Vibrations are extremely destructive and can seriously impact the drilling operations by increasing the nonproductive time due to tool failures or lowered drilling efficiency. Consequently, vibration monitoring and reduction is important for drilling optimization. Downhole vibrations alone or in combination with resonance can have a myriad of negative effects on the drilling operation, including poor drill bit performance, erratic downhole torque, excessive wear of drill string components, propagation of cracks in and on the body of the tools, failure of the electronic components in the MWD/LWD tool, and damage to the top drive and other rig equipment. In addition to these failures, severe vibrations can impact drilling efficiency by decreasing the rate of penetration (ROP) and reducing hole quality. All of these factors increase the total costs for both the operators, in the form of added rig time, and for the service companies, which would have to spend considerable financial resources for repair and maintenance.
Accordingly, it is desirable to have a drilling system that can be controlled in a manner to reduce the impact of the vibrations.
The present disclosure provides the systems and methods for improving the reliability performance of the downhole drilling tools by reducing impacts of vibrations.

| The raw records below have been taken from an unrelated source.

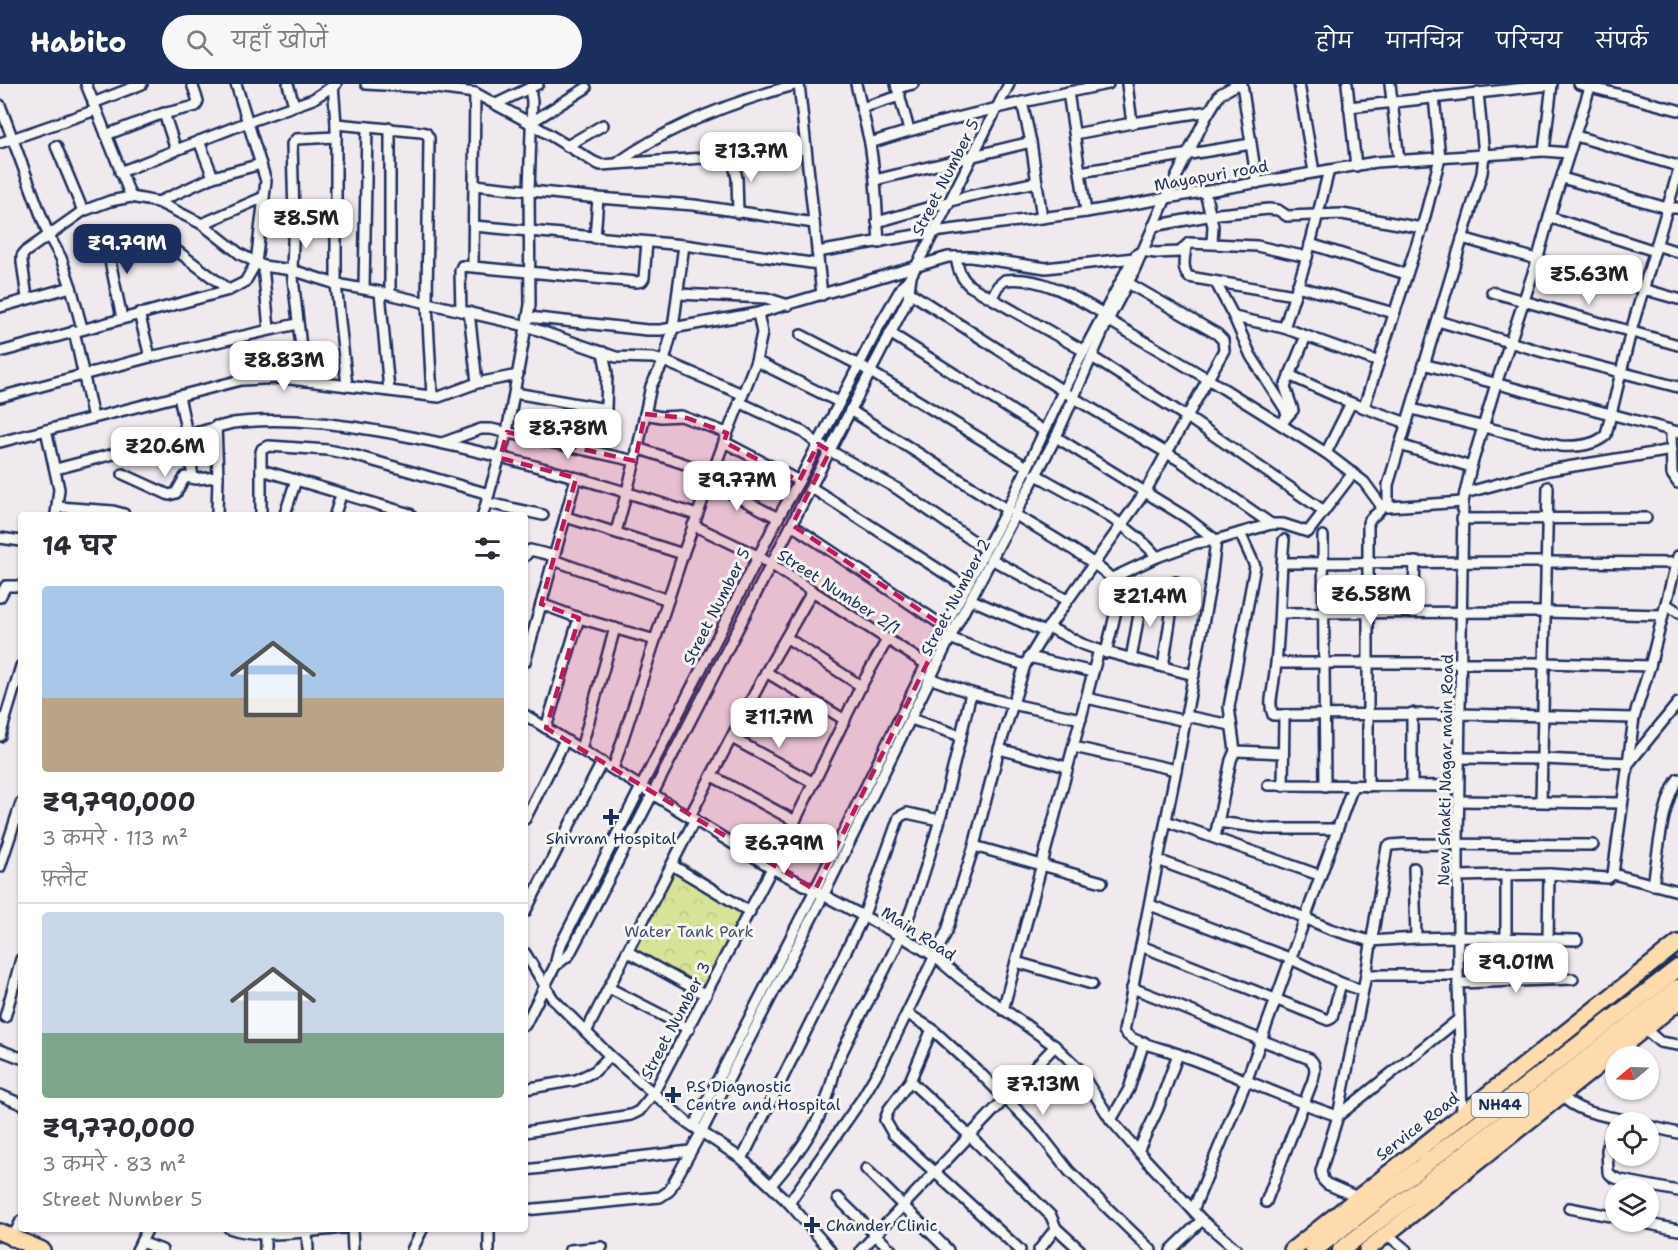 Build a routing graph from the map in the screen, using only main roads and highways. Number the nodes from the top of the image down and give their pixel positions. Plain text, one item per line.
1 (1678, 943) edge
2 (1678, 968) edge
3 (1678, 988) edge
4 (1678, 1002) edge
5 (1443, 1179) junction
6 (9, 1240) edge
7 (42, 1250) edge
8 (1292, 1250) edge
9 (1314, 1250) edge
10 (1341, 1250) edge
11 (1366, 1250) edge

1 - 8 main road, Service Road
2 - 9 highway, NH44
3 - 5 highway, NH44
4 - 5 main road
5 - 10 highway, NH44
5 - 11 main road
6 - 7 main road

According to one embodiment of the present disclosure, a downhole drilling system for reducing impact of vibration is provided. The downhole drilling system comprises a drill string having a bottom hole assembly (BHA) disposed at a lower part thereof, a kelly drive configured to drive the drill string into a borehole, a top drive configured to rotate the drill string, and a controller configured to control the downhole drilling system. The BHA includes a drill bit disposed at an end portion of the BHA to break up the subsurface formation, a downhole motor having a stator and a rotor to operate the drill bit, and a measurement sub configured to measure one or more of lateral, torsional, and axial vibrations. In this embodiment, the controller controls the downhole drilling system based on a drilling environmental profile including drilling parameters of one or more of the lateral, torsional, and axial vibrations and further based on a vibration mode and a vibration level of the one or more of the lateral, torsional, and axial vibrations determined from the drilling environmental profile. By the controller, the vibration level is determined as one of predefined vibration stress levels that are categorized based on real time measurements of the one or more of the lateral, torsional, and axial vibrations. In a preferred embodiment, the real time measurements are transmitted to the controller via a communication protocol.

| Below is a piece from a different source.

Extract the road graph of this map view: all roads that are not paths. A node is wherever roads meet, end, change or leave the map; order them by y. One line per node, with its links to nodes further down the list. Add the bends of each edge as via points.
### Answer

In one aspect of this embodiment, the measurement sub is a stand-alone device or is incorporated in Measurement-While-Drilling (MWD) tool and/or a Logging-While-Drilling (LWD) tool. Also, the measurement sub may include a plurality of probes to detect the one or more of the lateral, torsional, and axial vibrations. In detail, the plurality of the probes includes multiple probe sets disposed in or on an outer circumference surface of the measurement sub, each probe set having probes disposed horizontally, inclined upwards, or inclined downwards with respect to a cross section of the measurement sub. At least one of the plurality of the probes is configured to be extended or directionally changed by a probe motor or a hydraulic unit, and is made of a consumable material, a hard metal material, or a combination thereof. Further, at least one of the plurality of the probes has a tip portion having a mushroom shape or a hemispherical shape.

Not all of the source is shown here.